Fleurs de prIntemps

En ces temps punitifs de confinement sanitaire, les jours de beau temps dont notre région bénéficie actuellement n’ont pas la même saveur de liberté, quoique la faible densité de population des montagnes nous expose moins à une éventuelle contamination.

C’est une époque où, la floraison printanière éclatant partout dans les jardins, les chemins et les bois, il n’y a pas à aller bien loin pour contempler les fleurs colorées qui ornent la nature renaissante. En voici quelques unes, avec leurs noms savants, vulgaires, botaniques ou locaux, et leur usage, afin que vous puissiez les identifier, et compléter vos connaissances sur ces compagnes éphémères mais fidèles de nos jours.

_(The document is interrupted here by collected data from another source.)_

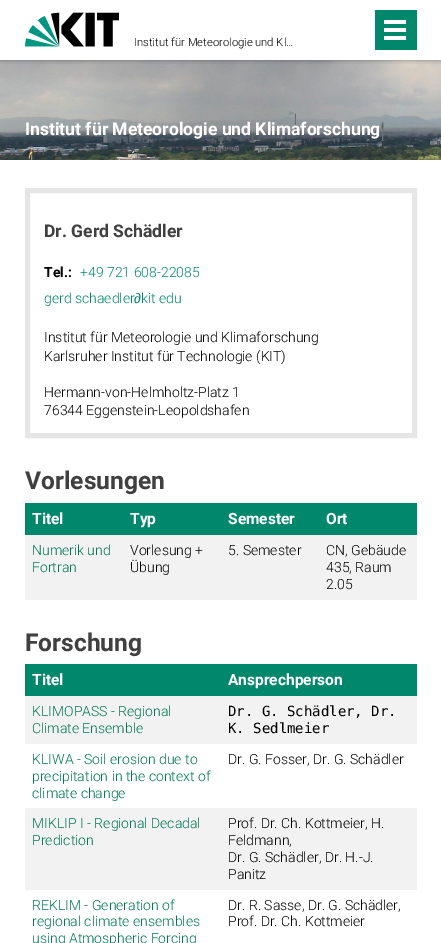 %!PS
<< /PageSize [441 943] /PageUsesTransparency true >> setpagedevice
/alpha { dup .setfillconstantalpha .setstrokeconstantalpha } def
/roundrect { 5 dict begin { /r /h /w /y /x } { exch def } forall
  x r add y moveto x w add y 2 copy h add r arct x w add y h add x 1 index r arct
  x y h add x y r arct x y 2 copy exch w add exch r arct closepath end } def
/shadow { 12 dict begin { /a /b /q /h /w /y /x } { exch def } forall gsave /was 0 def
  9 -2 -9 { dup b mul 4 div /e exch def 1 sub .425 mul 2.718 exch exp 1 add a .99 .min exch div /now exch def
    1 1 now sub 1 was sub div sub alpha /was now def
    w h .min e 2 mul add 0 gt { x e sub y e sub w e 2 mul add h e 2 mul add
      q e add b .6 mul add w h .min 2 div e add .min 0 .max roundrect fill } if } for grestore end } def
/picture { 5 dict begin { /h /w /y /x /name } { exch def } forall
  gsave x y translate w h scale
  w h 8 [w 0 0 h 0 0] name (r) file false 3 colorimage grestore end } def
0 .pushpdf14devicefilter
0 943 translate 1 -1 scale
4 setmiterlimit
1 setgray
0 0 441 943 rectfill
(img2.rgb) 0 60 441 100 picture
gsave
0 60 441 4 rectclip
0.251 setgray
0 0 441 60 0 2.5 0.5 shadow
grestore
(img1.rgb) 25 12 94 35 picture
/Roboto-Light [11.25 0 0 -11.25 0 0] selectfont
0 setgray
134 46 moveto (Institut für Meteorologie und Kl…) show
0 0.529 0.424 setrgbcolor
375 10 42 40 rectfill
1 setgray
384 36 22 4 rectfill
384 28 22 4 rectfill
384 20 22 4 rectfill
/Roboto-Bold [17.5 0 0 -17.5 0 0] selectfont
25 135 moveto (Institut für Meteorologie und Klimaforschung) show
0.902 setgray
5 setlinewidth
27.5 190.5 387 245 rectstroke
0.251 setgray
44 237 moveto (Dr. Gerd Schädler) show
/Roboto-Bold [14 0 0 -14 0 0] selectfont
0 setgray
44 277 moveto (Tel.:) show
/Roboto-Light [14 0 0 -14 0 0] selectfont
0 0.529 0.424 setrgbcolor
80 277 moveto (+49 721 608-22085) show
44 303 moveto (gerd schaedler) show
/LiberationSans-Regular [14 0 0 -14 0 0] selectfont
134 303 moveto (∂) show
/Roboto-Light [14 0 0 -14 0 0] selectfont
141 303 moveto (kit edu) show
0 setgray
44 342 moveto (Institut für Meteorologie und Klimaforschung) show
44 361 moveto (Karlsruher Institut für Technologie \(KIT\)) show
44 397 moveto (Hermann-von-Helmholtz-Platz 1) show
44 415 moveto (76344 Eggenstein-Leopoldshafen) show
/Roboto-Bold [24.5 0 0 -24.5 0 0] selectfont
0.251 setgray
25 489 moveto (Vorlesungen) show
0 0.529 0.424 setrgbcolor
25 503 392 32 rectfill
/Roboto-Bold [15.5 0 0 -15.5 0 0] selectfont
1 setgray
32 524 moveto (Titel) show
130 524 moveto (Typ) show
228 524 moveto (Semester) show
326 524 moveto (Ort) show
0.949 setgray
25 535 392 65 rectfill
/Roboto-Light [14 0 0 -14 0 0] selectfont
0 0.467 0.333 setrgbcolor
32 555 moveto (Numerik und) show
32 572 moveto (Fortran) show
0 setgray
130 555 moveto (Vorlesung +) show
130 572 moveto (Übung) show
228 555 moveto (5. Semester) show
326 555 moveto (CN, Gebäude) show
326 572 moveto (435, Raum) show
326 589 moveto (2.05) show
/Roboto-Bold [24.5 0 0 -24.5 0 0] selectfont
0.251 setgray
25 651 moveto (Forschung) show
0 0.529 0.424 setrgbcolor
25 664 392 32 rectfill
/Roboto-Bold [15.5 0 0 -15.5 0 0] selectfont
1 setgray
32 685 moveto (Titel) show
228 685 moveto (Ansprechperson) show
0.949 setgray
25 696 392 48 rectfill
/Roboto-Light [14 0 0 -14 0 0] selectfont
0 0.467 0.333 setrgbcolor
32 716 moveto (KLIMOPASS - Regional) show
32 733 moveto (Climate Ensemble) show
/DejaVuSansMono-Regular [14 0 0 -14 0 0] selectfont
0 setgray
228 716 moveto (Dr. G. Schädler, Dr.) show
228 733 moveto (K. Sedlmeier) show
/Roboto-Light [14 0 0 -14 0 0] selectfont
0 0.467 0.333 setrgbcolor
32 764 moveto (KLIWA - Soil erosion due to) show
32 781 moveto (precipitation in the context of) show
32 798 moveto (climate change) show
0 setgray
228 764 moveto (Dr. G. Fosser, Dr. G. Schädler) show
0.949 setgray
25 808 392 82 rectfill
0 0.467 0.333 setrgbcolor
32 828 moveto (MIKLIP I - Regional Decadal) show
32 845 moveto (Prediction) show
0 setgray
228 828 moveto (Prof. Dr. Ch. Kottmeier, H.) show
228 845 moveto (Feldmann,) show
228 862 moveto (Dr. G. Schädler, Dr. H.-J.) show
228 879 moveto (Panitz) show
0 0.467 0.333 setrgbcolor
32 910 moveto (REKLIM - Generation of) show
32 926 moveto (regional climate ensembles) show
32 943 moveto (using Atmospheric Forcing) show
0 setgray
228 910 moveto (Dr. R. Sasse, Dr. G. Schädler,) show
228 926 moveto (Prof. Dr. Ch. Kottmeier) show
.poppdf14devicefilter showpage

La bruyère arborescente, erica arborea, famille des ericaceae, très commune, en association avec les arbousiers dans le maquis, fournissait les habitants en branche pour les balais et en bois pour le travail des artisans pipiers. Elle porte en Corse le nom de scopa, qui désigne aussi bien la plante que l’ustensile fabriqué avec ses branches. Ses fleurs au printemps sont très mellifères.
L’asphodèle (nom masculin), asphodelus microcarpus, famille des liliaceae, pousse partout le long des routes et chemins, sur les talus, et dresse haut ses hampes florales blanches et lumineuses comme des candélabres. Le champ des asphodèles est le séjour des âmes ni bonnes ni mauvaises dans la mythologie grecque antique, un des trois lieux des Enfers avec les Champs Elysées et le Tartare. les asphodèles fournissaient une nourriture de substitution à nos ancêtres pendant les temps de disette, des torches précaires que l’on faisait brûler à la Toussaint près des tombeaux, ainsi que des allume-feux. Il porte de nombreux noms, comme arbucciu, talavellu, luminellu, candellu, témoignant de la haute valeur symbolique de cette plante dans la culture corse.
L’ellébore (nom masculin) de Corse, helleborus argutifolius, sous-espèce corsicus, famille des ranunculaceae, épanouit ses fleurs vertes à la fin de l’hiver. Il est si fréquent ici que d’aucuns pensent que c’est son appellation corse, a nucca, qui aurait donné son nom à notre commune, Nocario. C’est une plante toxique dont l’action sur le système nerveux la faisait considérer apte à guérir de la folie. Ainsi le lièvre de la fable dit à la tortue qui veut le défier à la course :      « Ma commère, il vous faut  purger Avec quatre grains d’ellébore. »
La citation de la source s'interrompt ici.